The Firms

June 15, 2011 6:21 PM

Former Schulte Roth Tech Support Employee Files Overtime Lawsuit

Posted by Tom Huddleston Jr.

A former technical support employee of Schulte Roth & Zabel has filed a class action lawsuit alleging that the firm denied him and other employees proper overtime compensation required by federal wage and hour laws.

The suit was filed on Monday in U.S. district court in Manhattan on behalf of Keith McKenzie, a former desktop support technician who worked in Schulte Roth's Manhattan office from April 2001 to April 2010, according to the lawsuit. (Click here to download the complaint.)

The putative class consists of McKenzie and any of Schulte's current or former desktop support technicians who were employed at any point in the three-year period before the date the suit was filed and who did not receive overtime pay when working more than 40 hours in a week. (The suit claims that the firm employed seven other technicians--who, it says, provide technological support to the firm's employees--during that time.) The complaint states that the firm failed to pay overtime premiums "for all hours worked over 40 in a given week."

"We believe that Mr. McKenzie's claims are without merit and we will respond in due course in the court proceeding," Gary Fiebert, Schulte Roth's executive director, said in a statement to The Am Law Daily.
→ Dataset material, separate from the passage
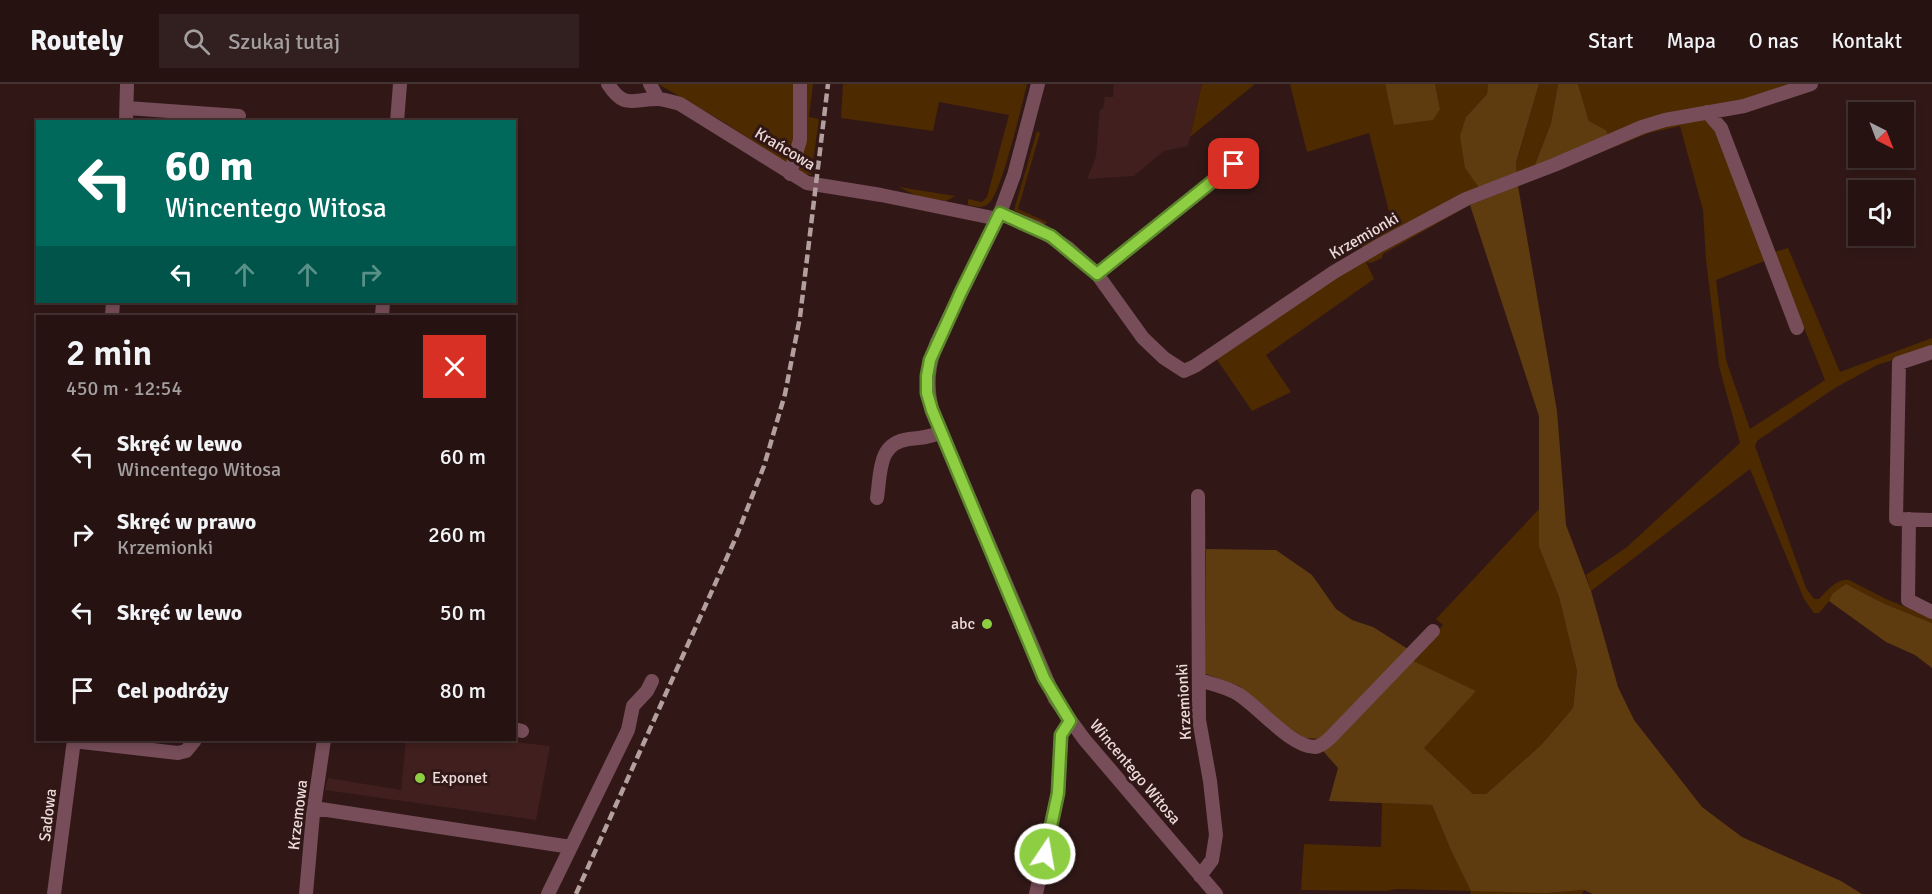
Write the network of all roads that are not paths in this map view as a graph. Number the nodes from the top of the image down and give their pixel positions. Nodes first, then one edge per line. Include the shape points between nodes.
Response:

According to McKenzie's suit, Schulte Roth authorized a policy that gave all desktop support technicians compensatory time off instead of overtime pay when those employees exceeded 40 hours of work in a given week. McKenzie--represented by Christopher Davis and Robert Ottinger of The Ottinger Firm in New York--alleges that the firm willfully violated the Federal Fair Labor Standards Act by refusing to pay overtime premiums, and by failing to keep accurate records that reflect the hours McKenzie and the collective class worked. 

"Our client has informed us that [Schulte Roth has] applied an unlawful practice of substituting compensatory time for overtime wages, and that's illegal," Davis says. "We've investigated the allegations and we're extremely confident that we'll be able to prove that this practice was taking place."
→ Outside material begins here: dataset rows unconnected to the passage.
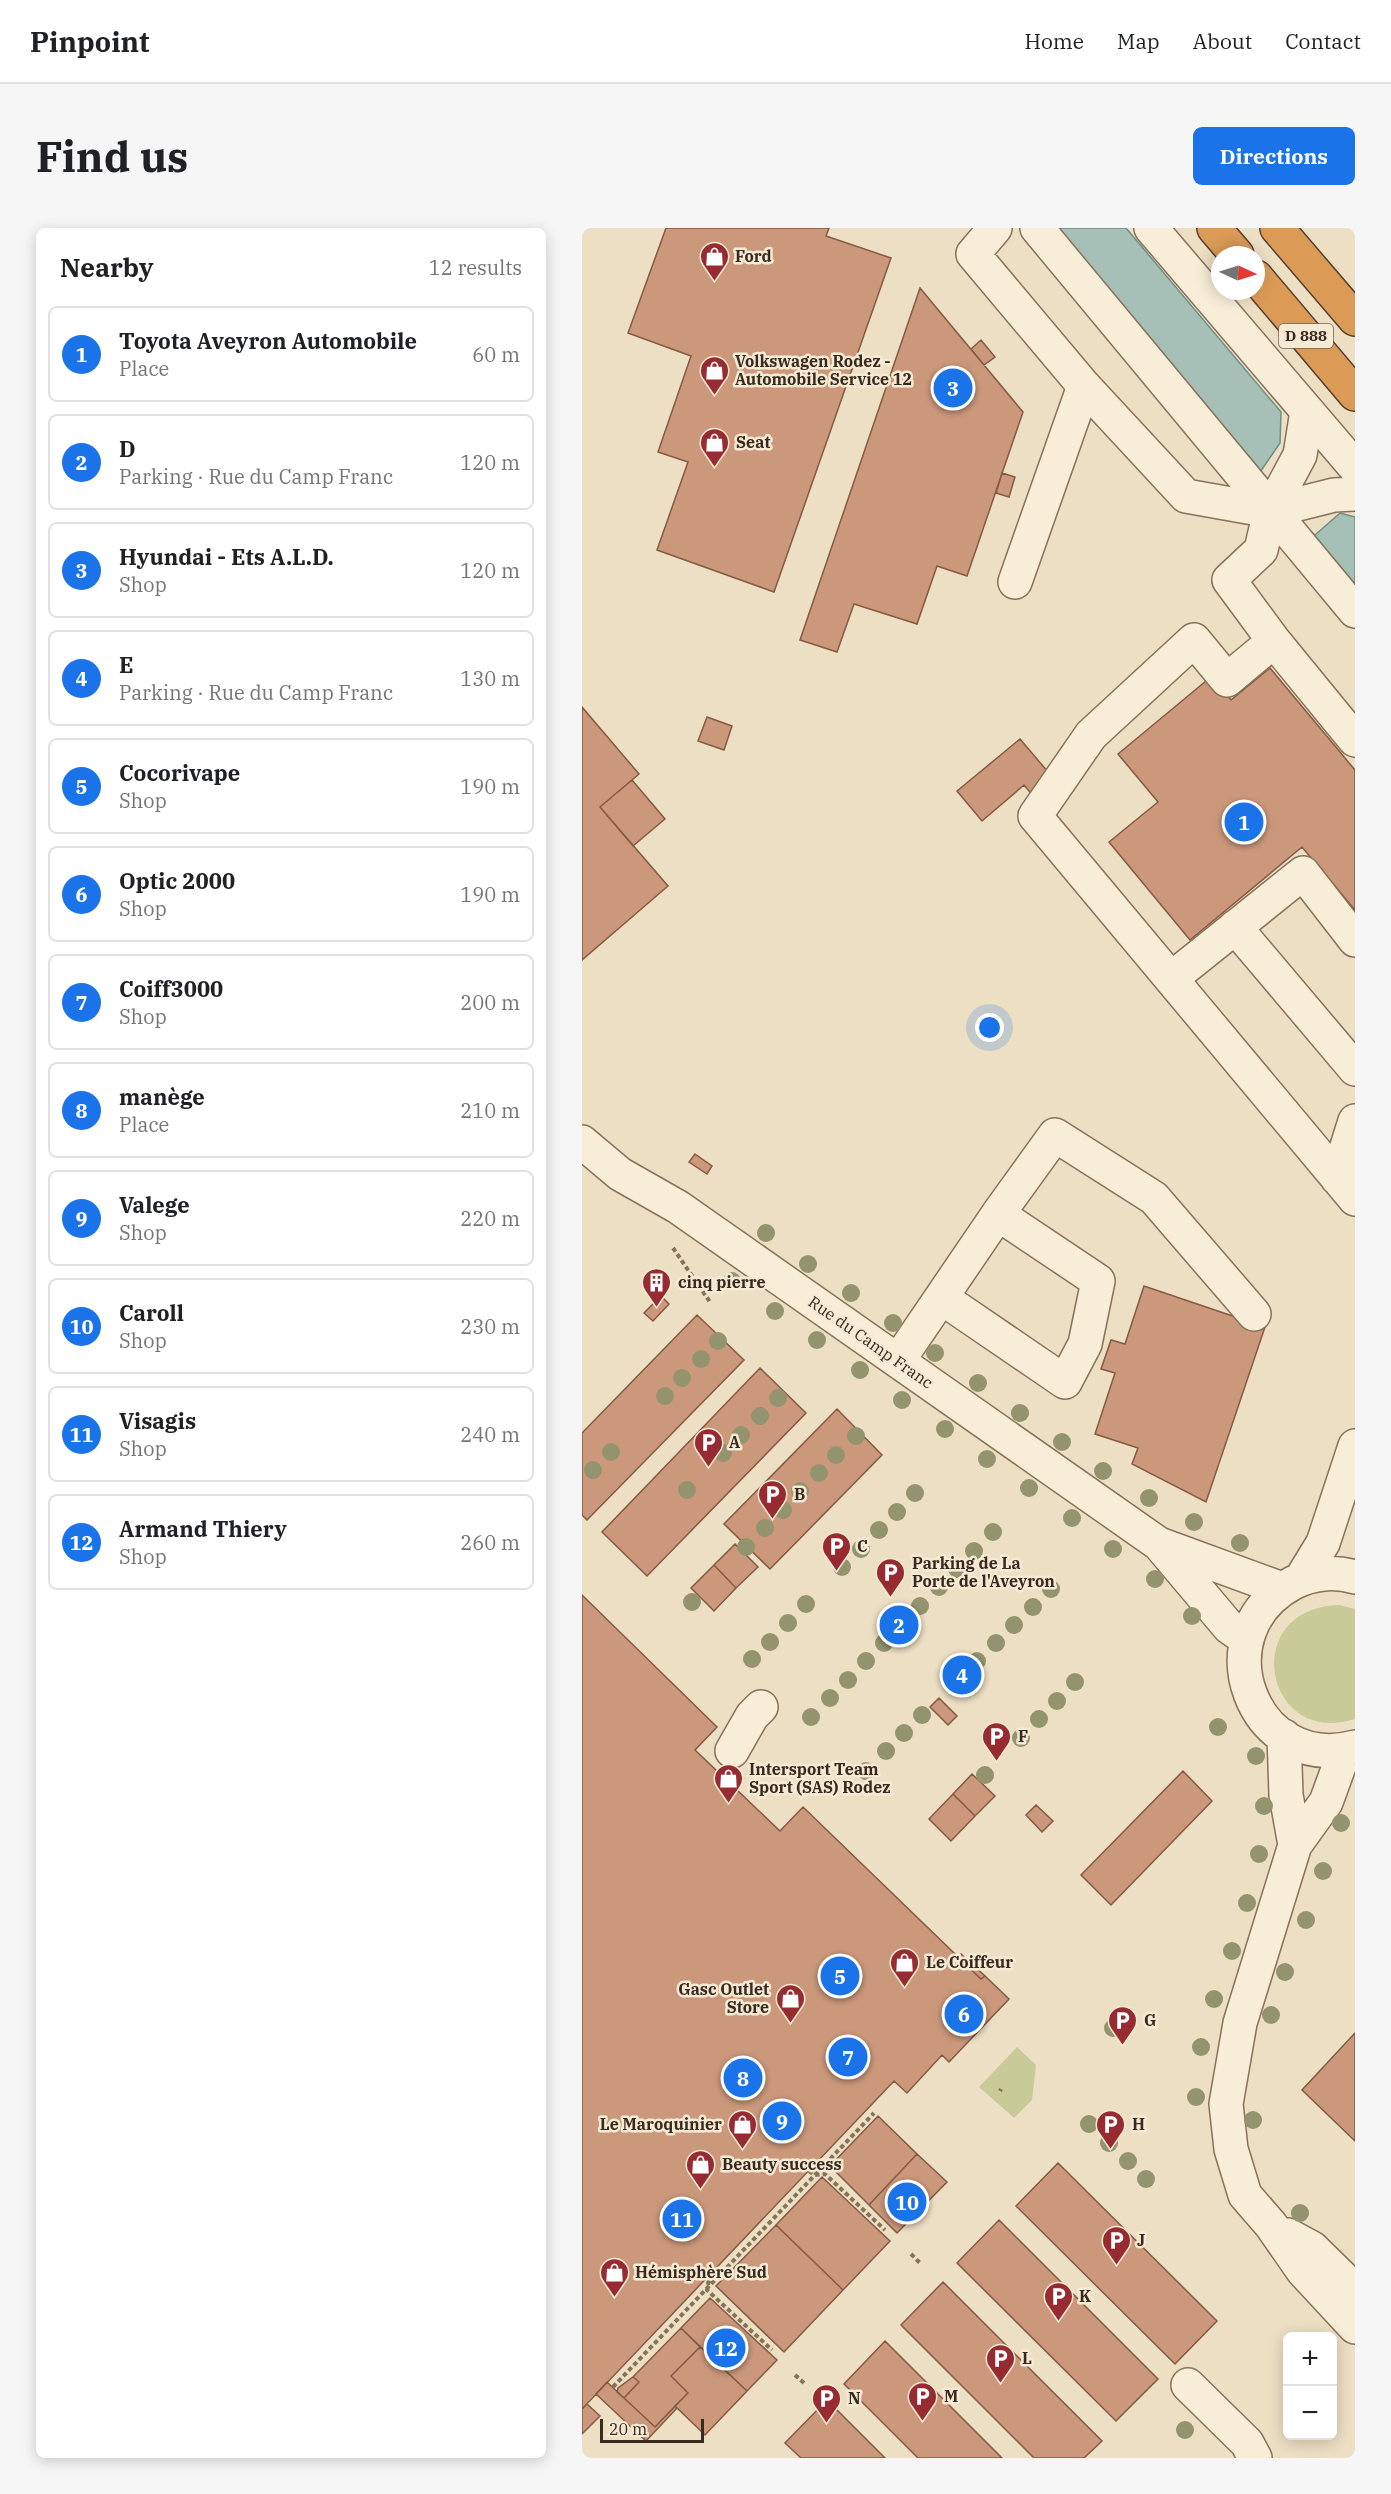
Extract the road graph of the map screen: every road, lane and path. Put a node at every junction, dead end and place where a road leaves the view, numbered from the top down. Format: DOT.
graph roads {
  1 [pos="995,228"];
  2 [pos="1037,228"];
  3 [pos="1151,228"];
  4 [pos="1214,228"];
  5 [pos="1277,228"];
  6 [pos="1229,246"];
  7 [pos="1265,288"];
  8 [pos="1355,319"];
  9 [pos="1084,386"];
  10 [pos="1355,394"];
  11 [pos="1307,411"];
  12 [pos="1355,467"];
  13 [pos="1355,495"];
  14 [pos="1270,511"];
  15 [pos="1015,582"];
  16 [pos="1355,611"];
  17 [pos="1274,641"];
  18 [pos="1355,740"];
  19 [pos="1235,927"];
  20 [pos="1355,940"];
  21 [pos="1172,978"];
  22 [pos="1355,1069"];
  23 [pos="1355,1121"];
  24 [pos="582,1143"];
  25 [pos="1346,1188"];
  26 [pos="998,1215"];
  27 [pos="673,1248"];
  28 [pos="942,1298"];
  29 [pos="710,1302"];
  30 [pos="1254,1314"];
  31 [pos="898,1361"];
  32 [pos="1355,1446"];
  33 [pos="1159,1544"];
  34 [pos="1355,1577"];
  35 [pos="1292,1584"];
  36 [pos="1246,1639"];
  37 [pos="761,1707"];
  38 [pos="1284,1737"];
  39 [pos="1350,1749"];
  40 [pos="732,1751"];
  41 [pos="1295,1845"];
  42 [pos="874,2112"];
  43 [pos="809,2171"];
  44 [pos="814,2175"];
  45 [pos="1271,2225"];
  46 [pos="885,2230"];
  47 [pos="910,2254"];
  48 [pos="920,2263"];
  49 [pos="710,2273"];
  50 [pos="707,2290"];
  51 [pos="1355,2290"];
  52 [pos="1355,2327"];
  53 [pos="772,2350"];
  54 [pos="795,2375"];
  55 [pos="804,2383"];
  56 [pos="1188,2385"];
  57 [pos="612,2387"];
  58 [pos="1255,2458"];
  1 -- 9 [label="street"];
  2 -- 14 [label="street"];
  3 -- 11 [label="street"];
  4 -- 6 [label="highway"];
  5 -- 8 [label="highway, D 888"];
  7 -- 10 [label="highway, D 888"];
  9 -- 14 [label="street"];
  9 -- 15 [label="street"];
  11 -- 12 [label="street"];
  11 -- 14 [label="street"];
  13 -- 14 [label="street"];
  14 -- 16 [label="street"];
  14 -- 17 [label="street"];
  17 -- 18 [label="street"];
  17 -- 21 [label="street"];
  19 -- 20 [label="street"];
  19 -- 21 [label="street"];
  19 -- 22 [label="street"];
  21 -- 25 [label="street"];
  23 -- 25 [label="street"];
  24 -- 31 [label="street, Rue du Camp Franc"];
  26 -- 28 [label="street"];
  26 -- 28 [label="street"];
  26 -- 30 [label="street"];
  27 -- 29 [label="path"];
  28 -- 31 [label="street"];
  31 -- 33 [label="street, Rue du Camp Franc"];
  32 -- 35 [label="street"];
  33 -- 35 [label="street, Rue du Camp Franc"];
  33 -- 36 [label="street, Rue du Camp Franc"];
  34 -- 35 [label="street"];
  35 -- 36 [label="street"];
  36 -- 38 [label="street"];
  37 -- 40 [label="street"];
  38 -- 39 [label="street"];
  38 -- 41 [label="street"];
  39 -- 41 [label="street"];
  41 -- 45 [label="street"];
  42 -- 44 [label="path"];
  43 -- 44 [label="path"];
  44 -- 46 [label="path"];
  44 -- 50 [label="path"];
  45 -- 51 [label="street"];
  45 -- 52 [label="street"];
  47 -- 48 [label="path"];
  49 -- 50 [label="path"];
  50 -- 53 [label="path"];
  50 -- 57 [label="path"];
  54 -- 55 [label="path"];
  56 -- 58 [label="street"];
}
The lawsuit seeks relief for McKenzie and any other plaintiffs that would include an award for unpaid wages owed (with interest and penalties), as well as attorneys' fees.

Schulte Roth is a roughly 400-lawyer firm with offices in New York, Washington, D.C., and London.

In April we reported that Dewey & LeBoeuf, along with staffing firm Robert Half International, Inc., had been accused by a network operations specialist of failure to pay overtime. That suit also was filed in federal district court in Manhattan, on March 30, with attorneys from New York employment firm Samuel & Stein representing IT worker Charlemagne Dumay.